Questo è forse l‘effetto collaterale più grande di questa trasformazione del calcio. Ragazzi normalissimi che da un giorno all’altro si ritrovano catapultati in un mondo in cui vengono osservati in ogni loro aspetto. Ragazzi da cui non dovremmo attenderci una funzione educativa, ma da cui invece la pretendiamo. Perché oggi le nuove generazioni si formano guardando a questi modelli, ma è un meccanismo fallace di per sé, senza che la colpa sia effettivamente di nessuno. È un processo sbagliato quanto inevitabile, che ancora una volta può solo che aumentare in maniera proporzionale alla spettacolarizzazione del mondo del pallone.

EFFETTI SOCIO-ECONOMICI E CULTURALI

Nuovi modelli e nuovi valori che portano ad un ridisegnamento della società, a partire dalle fondamenta. In che modo questi nuovi equilibri hanno inficiato poi in modo effettivo nella formazione delle nuove generazioni? Basta prendere come esempio il luogo d’istruzione per definizione, la scuola, per osservare gli effetti. Innanzitutto è impossibile negare che il calcio, attraverso il tifo, inneschi dei meccanismi di inclusione ed esclusione. Identificarsi con la propria squadra crea spesso delle spaccature, accentuando da una parte un positivo senso di appartenenza ed aggregazione, dall’altra una preoccupante ostracizzazione della controparte. Se in tenera età questi meccanismi sono ingenui, col passare degli anni tendono ad accentuarsi, divenendo spesso fautori di divisioni anche violente.

Questi meccanismi hanno favorito d’altro canto un mescolamento sociale senza eguali. Il gruppo del tifo è un gruppo socialmente disomogeneo, una vera e propria novità in Italia. Le aggregazioni prima avvenivano soprattutto per ideologia politica o economica, e quindi sulla base di una stratificazione sociale. Il tifo sconvolge l’ordinamento sociale, perché non fa distinzione e abbraccia verticalmente ogni classe. I ragazzi acquisiscono queste logiche di comportamento e di pensiero a scuole e le riversano poi in ogni contesto della vita quotidiana. Così il calcio forma le nuove generazioni, in modo ancora una volta inevitabile.

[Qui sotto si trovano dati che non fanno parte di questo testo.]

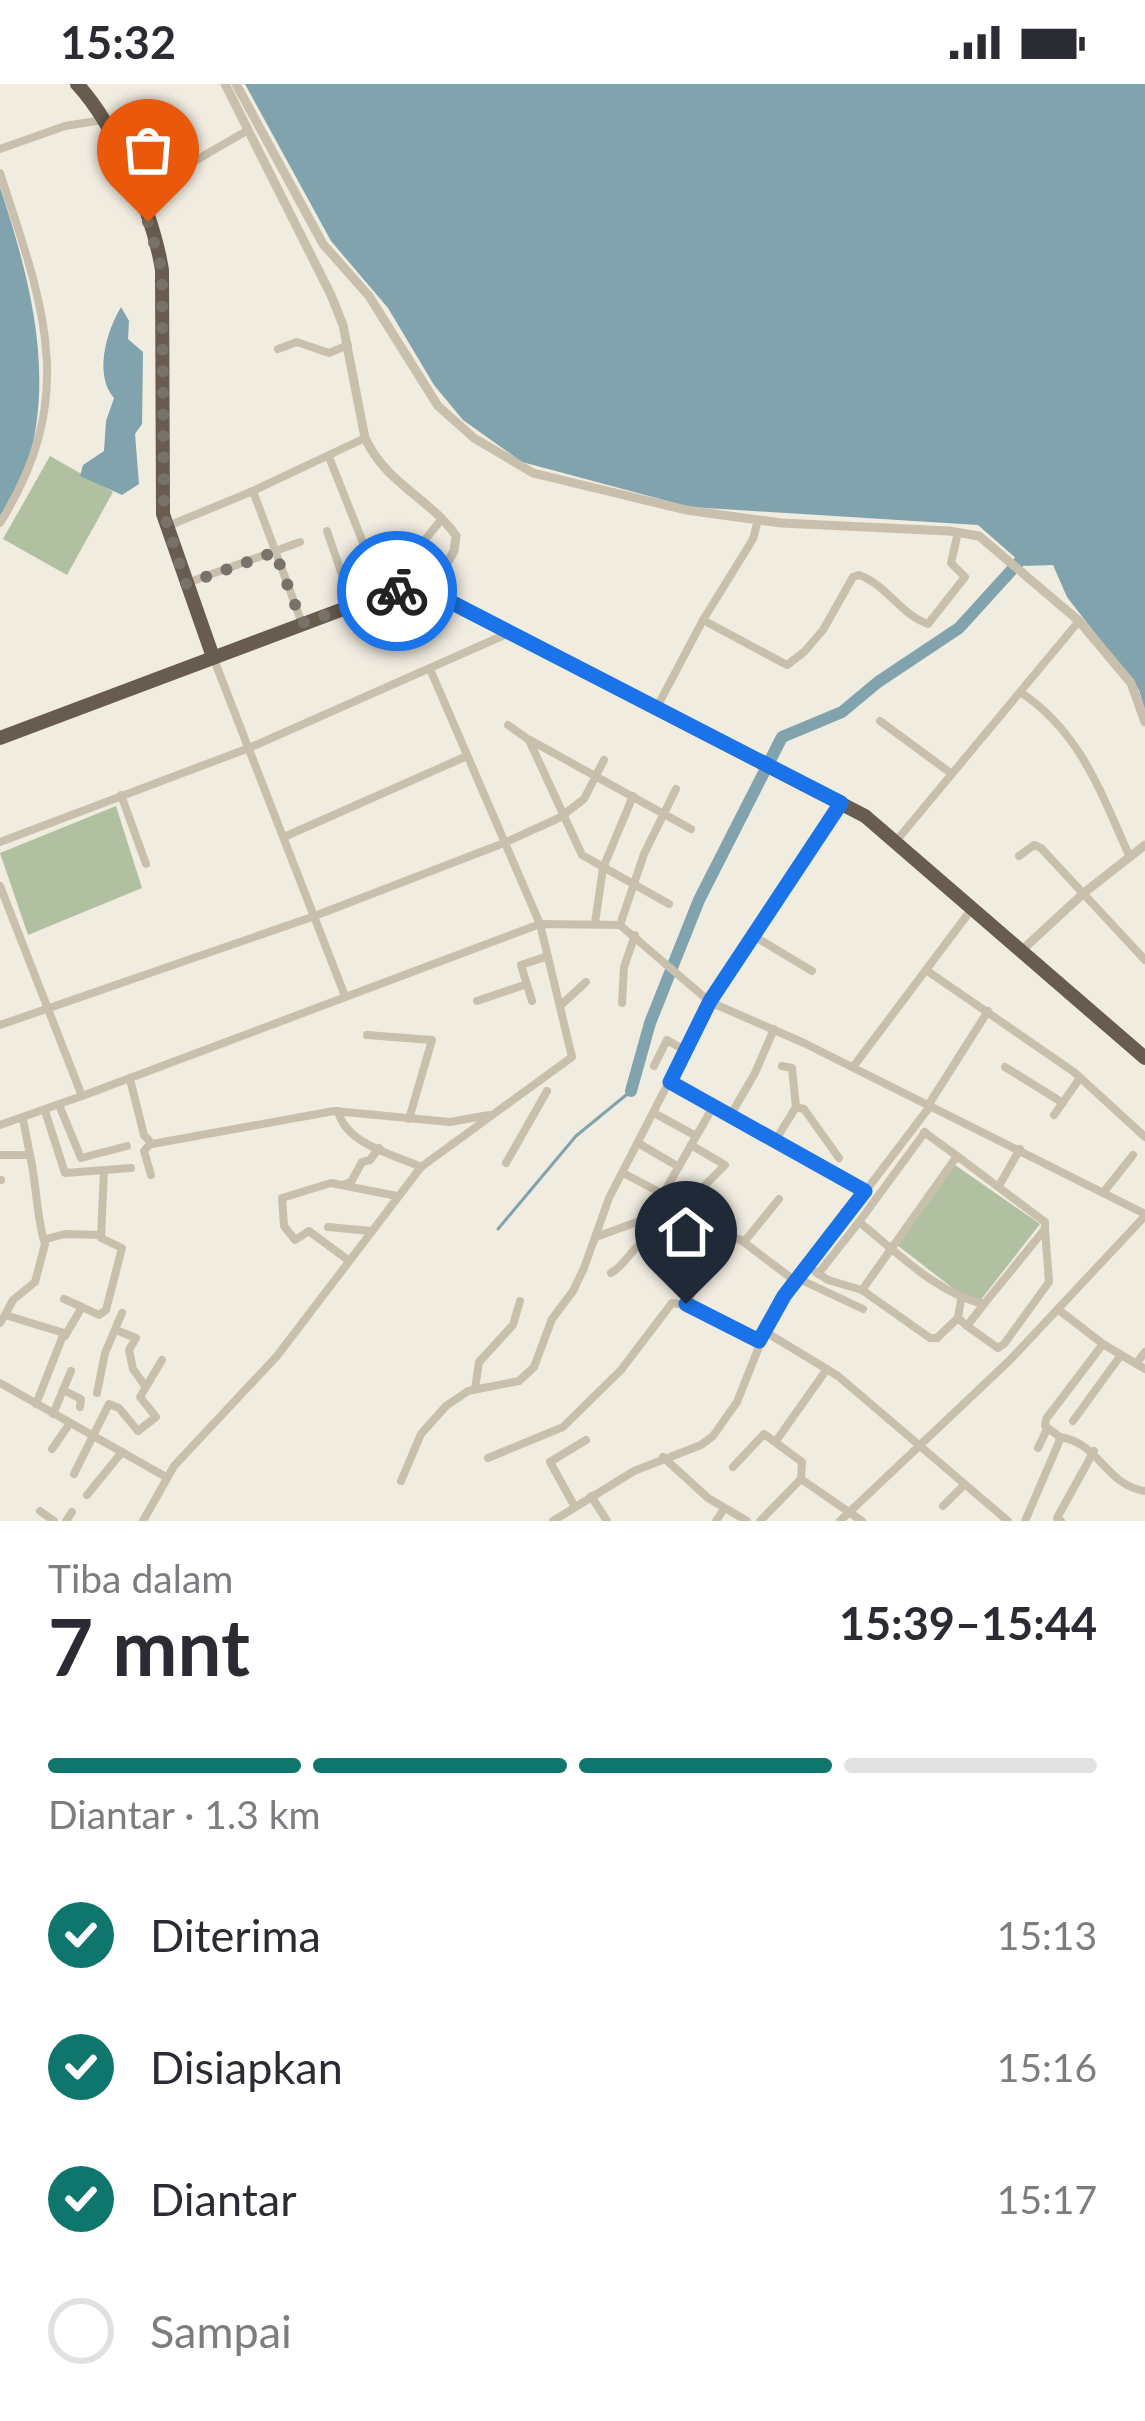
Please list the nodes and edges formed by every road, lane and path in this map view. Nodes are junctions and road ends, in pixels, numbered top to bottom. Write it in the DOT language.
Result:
graph roads {
  1 [pos="77,84"];
  2 [pos="224,84"];
  3 [pos="236,84"];
  4 [pos="104,120"];
  5 [pos="248,130"];
  6 [pos="0,149"];
  7 [pos="0,173"];
  8 [pos="139,194"];
  9 [pos="325,248"];
  10 [pos="313,255"];
  11 [pos="348,345"];
  12 [pos="278,350"];
  13 [pos="365,438"];
  14 [pos="329,457"];
  15 [pos="254,491"];
  16 [pos="441,520"];
  17 [pos="758,520"];
  18 [pos="0,523"];
  19 [pos="166,526"];
  20 [pos="327,531"];
  21 [pos="958,532"];
  22 [pos="300,542"];
  23 [pos="275,552"];
  24 [pos="415,552"];
  25 [pos="186,584"];
  26 [pos="431,592"];
  27 [pos="383,595"];
  28 [pos="352,605"];
  29 [pos="704,620"];
  30 [pos="1079,621"];
  31 [pos="302,623"];
  32 [pos="480,633"];
  33 [pos="510,633"];
  34 [pos="213,657"];
  35 [pos="430,669"];
  36 [pos="1020,692"];
  37 [pos="657,709"];
  38 [pos="880,721"];
  39 [pos="1145,722"];
  40 [pos="508,725"];
  41 [pos="0,738"];
  42 [pos="529,740"];
  43 [pos="249,748"];
  44 [pos="467,756"];
  45 [pos="604,760"];
  46 [pos="952,774"];
  47 [pos="599,777"];
  48 [pos="676,789"];
  49 [pos="121,795"];
  50 [pos="633,796"];
  51 [pos="841,803"];
  52 [pos="566,813"];
  53 [pos="663,814"];
  54 [pos="691,829"];
  55 [pos="284,837"];
  56 [pos="897,840"];
  57 [pos="0,842"];
  58 [pos="504,843"];
  59 [pos="1145,844"];
  60 [pos="1129,855"];
  61 [pos="1019,856"];
  62 [pos="146,864"];
  63 [pos="603,868"];
  64 [pos="635,882"];
  65 [pos="0,886"];
  66 [pos="1085,892"];
  67 [pos="669,904"];
  68 [pos="974,908"];
  69 [pos="312,917"];
  70 [pos="595,923"];
  71 [pos="540,924"];
  72 [pos="620,926"];
  73 [pos="635,935"];
  74 [pos="754,936"];
  75 [pos="1022,950"];
  76 [pos="548,956"];
  77 [pos="1145,960"];
  78 [pos="926,970"];
  79 [pos="812,971"];
  80 [pos="586,982"];
  81 [pos="526,984"];
  82 [pos="345,996"];
  83 [pos="477,1001"];
  84 [pos="532,1001"];
  85 [pos="710,1001"];
  86 [pos="622,1004"];
  87 [pos="561,1005"];
  88 [pos="47,1009"];
  89 [pos="988,1012"];
  90 [pos="0,1025"];
  91 [pos="774,1029"];
  92 [pos="367,1035"];
  93 [pos="686,1052"];
  94 [pos="1145,1058"];
  95 [pos="654,1066"];
  96 [pos="782,1066"];
  97 [pos="1005,1066"];
  98 [pos="853,1067"];
  99 [pos="1080,1078"];
  100 [pos="130,1079"];
  101 [pos="670,1082"];
  102 [pos="547,1090"];
  103 [pos="82,1096"];
  104 [pos="1063,1103"];
  105 [pos="930,1104"];
  106 [pos="59,1105"];
  107 [pos="713,1107"];
  108 [pos="796,1107"];
  109 [pos="45,1111"];
  110 [pos="338,1111"];
  111 [pos="654,1113"];
  112 [pos="490,1115"];
  113 [pos="1054,1115"];
  114 [pos="730,1116"];
  115 [pos="23,1119"];
  116 [pos="409,1119"];
  117 [pos="0,1125"];
  118 [pos="920,1129"];
  119 [pos="1145,1137"];
  120 [pos="694,1140"];
  121 [pos="775,1141"];
  122 [pos="638,1143"];
  123 [pos="150,1144"];
  124 [pos="127,1146"];
  125 [pos="379,1148"];
  126 [pos="1020,1149"];
  127 [pos="30,1155"];
  128 [pos="1133,1155"];
  129 [pos="0,1156"];
  130 [pos="957,1156"];
  131 [pos="839,1158"];
  132 [pos="506,1163"];
  133 [pos="421,1167"];
  134 [pos="679,1167"];
  135 [pos="131,1168"];
  136 [pos="104,1170"];
  137 [pos="622,1173"];
  138 [pos="151,1174"];
  139 [pos="999,1184"];
  140 [pos="340,1185"];
  141 [pos="865,1191"];
  142 [pos="1103,1193"];
  143 [pos="663,1194"];
  144 [pos="398,1196"];
  145 [pos="779,1199"];
  146 [pos="1145,1215"];
  147 [pos="859,1222"];
  148 [pos="328,1227"];
  149 [pos="1045,1229"];
  150 [pos="371,1231"];
  151 [pos="101,1235"];
  152 [pos="594,1238"];
  153 [pos="46,1239"];
  154 [pos="744,1242"];
  155 [pos="891,1247"];
  156 [pos="349,1260"];
  157 [pos="807,1266"];
  158 [pos="611,1273"];
  159 [pos="818,1274"];
  160 [pos="796,1280"];
  161 [pos="862,1290"];
  162 [pos="64,1299"];
  163 [pos="961,1300"];
  164 [pos="520,1301"];
  165 [pos="686,1304"];
  166 [pos="984,1304"];
  167 [pos="82,1307"];
  168 [pos="863,1309"];
  169 [pos="1059,1310"];
  170 [pos="122,1313"];
  171 [pos="958,1318"];
  172 [pos="3,1319"];
  173 [pos="967,1326"];
  174 [pos="116,1330"];
  175 [pos="763,1330"];
  176 [pos="64,1337"];
  177 [pos="759,1341"];
  178 [pos="1103,1344"];
  179 [pos="1145,1352"];
  180 [pos="1121,1355"];
  181 [pos="162,1360"];
  182 [pos="1141,1366"];
  183 [pos="827,1369"];
  184 [pos="71,1371"];
  185 [pos="0,1383"];
  186 [pos="146,1385"];
  187 [pos="476,1389"];
  188 [pos="63,1390"];
  189 [pos="97,1393"];
  190 [pos="36,1404"];
  191 [pos="80,1407"];
  192 [pos="53,1414"];
  193 [pos="1073,1421"];
  194 [pos="70,1423"];
  195 [pos="1047,1429"];
  196 [pos="94,1437"];
  197 [pos="1060,1437"];
  198 [pos="586,1440"];
  199 [pos="776,1441"];
  200 [pos="920,1446"];
  201 [pos="1038,1448"];
  202 [pos="52,1449"];
  203 [pos="1094,1450"];
  204 [pos="122,1452"];
  205 [pos="663,1457"];
  206 [pos="488,1458"];
  207 [pos="733,1467"];
  208 [pos="74,1474"];
  209 [pos="166,1477"];
  210 [pos="802,1479"];
  211 [pos="400,1481"];
  212 [pos="964,1485"];
  213 [pos="1145,1491"];
  214 [pos="86,1495"];
  215 [pos="591,1496"];
  216 [pos="943,1506"];
  217 [pos="575,1507"];
  218 [pos="724,1509"];
  219 [pos="40,1511"];
  220 [pos="851,1511"];
  221 [pos="54,1521"];
  222 [pos="143,1521"];
  223 [pos="553,1521"];
  224 [pos="607,1521"];
  225 [pos="716,1521"];
  226 [pos="747,1521"];
  227 [pos="760,1521"];
  228 [pos="840,1521"];
  229 [pos="862,1521"];
  230 [pos="1007,1521"];
  231 [pos="1024,1521"];
  232 [pos="1060,1521"];
  1 -- 4 [label="highway"];
  2 -- 5 [label="street"];
  3 -- 9 [label="street"];
  4 -- 6 [label="street"];
  4 -- 8 [label="highway"];
  5 -- 8 [label="street"];
  5 -- 10 [label="street"];
  7 -- 18 [label="street"];
  8 -- 19 [label="highway"];
  9 -- 10 [label="street"];
  9 -- 17 [label="street"];
  10 -- 11 [label="street"];
  11 -- 12 [label="street"];
  11 -- 13 [label="street"];
  13 -- 14 [label="street"];
  13 -- 16 [label="street"];
  14 -- 15 [label="street"];
  14 -- 27 [label="street"];
  15 -- 19 [label="street"];
  15 -- 23 [label="street"];
  16 -- 24 [label="street"];
  16 -- 26 [label="street"];
  17 -- 21 [label="street"];
  17 -- 29 [label="street"];
  19 -- 25 [label="highway"];
  20 -- 28 [label="street"];
  21 -- 29 [label="street"];
  21 -- 30 [label="street"];
  22 -- 23 [label="street"];
  23 -- 25 [label="street"];
  23 -- 31 [label="street"];
  25 -- 34 [label="highway"];
  26 -- 27 [label="highway"];
  26 -- 32 [label="highway"];
  27 -- 28 [label="highway"];
  28 -- 31 [label="highway"];
  29 -- 37 [label="street"];
  30 -- 36 [label="street"];
  30 -- 39 [label="street"];
  31 -- 34 [label="highway"];
  32 -- 33 [label="highway"];
  32 -- 33 [label="street"];
  32 -- 35 [label="street"];
  33 -- 37 [label="highway"];
  34 -- 41 [label="highway"];
  34 -- 43 [label="street"];
  35 -- 43 [label="street"];
  35 -- 44 [label="street"];
  36 -- 46 [label="street"];
  36 -- 60 [label="street"];
  37 -- 51 [label="highway"];
  38 -- 46 [label="street"];
  40 -- 42 [label="street"];
  42 -- 47 [label="street"];
  42 -- 52 [label="street"];
  43 -- 49 [label="street"];
  43 -- 55 [label="street"];
  44 -- 55 [label="street"];
  44 -- 58 [label="street"];
  45 -- 47 [label="street"];
  46 -- 56 [label="street"];
  47 -- 50 [label="street"];
  47 -- 52 [label="street"];
  48 -- 53 [label="street"];
  49 -- 57 [label="street"];
  49 -- 62 [label="street"];
  50 -- 53 [label="street"];
  50 -- 63 [label="street"];
  51 -- 56 [label="highway"];
  51 -- 74 [label="street"];
  52 -- 58 [label="street"];
  52 -- 63 [label="street"];
  53 -- 54 [label="street"];
  53 -- 64 [label="street"];
  55 -- 69 [label="street"];
  56 -- 68 [label="highway"];
  58 -- 69 [label="street"];
  58 -- 71 [label="street"];
  59 -- 60 [label="street"];
  60 -- 66 [label="street"];
  61 -- 66 [label="street"];
  63 -- 64 [label="street"];
  63 -- 70 [label="street"];
  64 -- 67 [label="street"];
  64 -- 72 [label="street"];
  65 -- 88 [label="street"];
  66 -- 75 [label="street"];
  66 -- 77 [label="street"];
  68 -- 75 [label="highway"];
  68 -- 78 [label="street"];
  69 -- 82 [label="street"];
  69 -- 88 [label="street"];
  70 -- 71 [label="street"];
  70 -- 72 [label="street"];
  71 -- 76 [label="street"];
  71 -- 82 [label="street"];
  72 -- 73 [label="street"];
  73 -- 85 [label="street"];
  73 -- 86 [label="street"];
  74 -- 79 [label="street"];
  74 -- 85 [label="street"];
  75 -- 94 [label="highway"];
  76 -- 81 [label="street"];
  76 -- 87 [label="street"];
  78 -- 89 [label="street"];
  78 -- 98 [label="street"];
  80 -- 87 [label="street"];
  81 -- 83 [label="street"];
  81 -- 84 [label="street"];
  82 -- 100 [label="street"];
  85 -- 91 [label="street"];
  85 -- 93 [label="street"];
  87 -- 102 [label="street"];
  88 -- 90 [label="street"];
  88 -- 103 [label="street"];
  89 -- 99 [label="street"];
  89 -- 105 [label="street"];
  91 -- 98 [label="street"];
  91 -- 114 [label="street"];
  92 -- 116 [label="street"];
  93 -- 95 [label="street"];
  93 -- 101 [label="street"];
  96 -- 108 [label="street"];
  97 -- 104 [label="street"];
  98 -- 105 [label="street"];
  99 -- 104 [label="street"];
  99 -- 119 [label="street"];
  100 -- 103 [label="street"];
  100 -- 123 [label="street"];
  101 -- 107 [label="street"];
  101 -- 111 [label="street"];
  102 -- 112 [label="street"];
  102 -- 132 [label="street"];
  103 -- 106 [label="street"];
  104 -- 113 [label="street"];
  105 -- 118 [label="street"];
  105 -- 126 [label="street"];
  106 -- 109 [label="street"];
  106 -- 124 [label="street"];
  107 -- 114 [label="street"];
  107 -- 120 [label="street"];
  108 -- 121 [label="street"];
  108 -- 131 [label="street"];
  109 -- 115 [label="street"];
  109 -- 136 [label="street"];
  110 -- 116 [label="street"];
  110 -- 123 [label="street"];
  110 -- 125 [label="street"];
  111 -- 120 [label="street"];
  111 -- 122 [label="street"];
  112 -- 116 [label="street"];
  112 -- 133 [label="street"];
  114 -- 121 [label="street"];
  115 -- 117 [label="street"];
  115 -- 127 [label="street"];
  118 -- 130 [label="street"];
  118 -- 141 [label="street"];
  118 -- 147 [label="street"];
  120 -- 134 [label="street"];
  120 -- 158 [label="street"];
  121 -- 141 [label="street"];
  122 -- 134 [label="street"];
  122 -- 137 [label="street"];
  123 -- 138 [label="street"];
  125 -- 133 [label="street"];
  125 -- 140 [label="street"];
  126 -- 139 [label="street"];
  126 -- 142 [label="street"];
  127 -- 129 [label="street"];
  127 -- 153 [label="street"];
  128 -- 142 [label="street"];
  130 -- 139 [label="street"];
  130 -- 155 [label="street"];
  133 -- 144 [label="street"];
  134 -- 143 [label="street"];
  135 -- 136 [label="street"];
  136 -- 151 [label="street"];
  137 -- 143 [label="street"];
  137 -- 152 [label="street"];
  139 -- 149 [label="street"];
  140 -- 144 [label="street"];
  140 -- 156 [label="street"];
  141 -- 157 [label="street"];
  142 -- 146 [label="street"];
  143 -- 152 [label="street"];
  144 -- 150 [label="street"];
  145 -- 154 [label="street"];
  146 -- 169 [label="street"];
  147 -- 155 [label="street"];
  147 -- 159 [label="street"];
  148 -- 150 [label="street"];
  149 -- 166 [label="street"];
  149 -- 173 [label="street"];
  150 -- 156 [label="street"];
  151 -- 153 [label="street"];
  151 -- 167 [label="street"];
  152 -- 187 [label="street"];
  153 -- 172 [label="street"];
  154 -- 160 [label="street"];
  154 -- 165 [label="street"];
  155 -- 161 [label="street"];
  155 -- 163 [label="street"];
  156 -- 209 [label="street"];
  157 -- 159 [label="street"];
  157 -- 160 [label="street"];
  159 -- 161 [label="street"];
  160 -- 168 [label="street"];
  160 -- 175 [label="street"];
  161 -- 171 [label="street"];
  162 -- 167 [label="street"];
  163 -- 166 [label="street"];
  163 -- 171 [label="street"];
  164 -- 187 [label="street"];
  165 -- 177 [label="street"];
  165 -- 206 [label="street"];
  166 -- 173 [label="street"];
  167 -- 176 [label="street"];
  169 -- 178 [label="street"];
  169 -- 200 [label="street"];
  170 -- 174 [label="street"];
  171 -- 173 [label="street"];
  172 -- 176 [label="street"];
  174 -- 186 [label="street"];
  174 -- 189 [label="street"];
  175 -- 177 [label="street"];
  175 -- 183 [label="street"];
  176 -- 190 [label="street"];
  177 -- 205 [label="street"];
  178 -- 180 [label="street"];
  178 -- 195 [label="street"];
  179 -- 182 [label="street"];
  180 -- 182 [label="street"];
  180 -- 193 [label="street"];
  181 -- 186 [label="street"];
  183 -- 199 [label="street"];
  183 -- 200 [label="street"];
  184 -- 188 [label="street"];
  185 -- 190 [label="street"];
  186 -- 196 [label="street"];
  187 -- 211 [label="street"];
  188 -- 191 [label="street"];
  188 -- 192 [label="street"];
  190 -- 192 [label="street"];
  192 -- 194 [label="street"];
  194 -- 196 [label="street"];
  194 -- 202 [label="street"];
  195 -- 197 [label="street"];
  195 -- 201 [label="street"];
  196 -- 204 [label="street"];
  196 -- 208 [label="street"];
  197 -- 203 [label="street"];
  197 -- 231 [label="street"];
  198 -- 217 [label="street"];
  199 -- 207 [label="street"];
  199 -- 210 [label="street"];
  200 -- 212 [label="street"];
  200 -- 220 [label="street"];
  203 -- 213 [label="street"];
  203 -- 232 [label="street"];
  204 -- 209 [label="street"];
  204 -- 214 [label="street"];
  205 -- 215 [label="street"];
  205 -- 218 [label="street"];
  209 -- 222 [label="street"];
  210 -- 220 [label="street"];
  210 -- 227 [label="street"];
  212 -- 216 [label="street"];
  212 -- 230 [label="street"];
  215 -- 217 [label="street"];
  215 -- 224 [label="street"];
  217 -- 223 [label="street"];
  218 -- 225 [label="street"];
  218 -- 226 [label="street"];
  219 -- 221 [label="street"];
  220 -- 228 [label="street"];
  220 -- 229 [label="street"];
}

Oggi non si può parlare di calcio decontestualizzandolo. Occorre riconoscere il ruolo centrale che riveste e piuttosto che ostacolare un processo ormai in corso e, come detto più volte, inevitabile, c’è bisogno di limarne il più possibile gli aspetti negativi. Il calcio è ormai uno strumento di formazione e come tale va trattato. Lavorare per renderlo uno strumento efficiente deve essere la sfida per addetti ai lavori e non. D’altronde non è niente di nuovo, la funzione di cui oggi parliamo è simile a quella che negli anni ’60 ha svolto la rivoluzione portata dalla televisione. Le implicazioni sono enormi, e ci siamo limitati ad osservare solo quelle generate dal tifo, tralasciando quelle inerenti al calcio giocato, ad ogni livello, vero e proprio. Riflettere significa iniziare già ad agire. Una presa di coscienza è comunque un punto di partenza.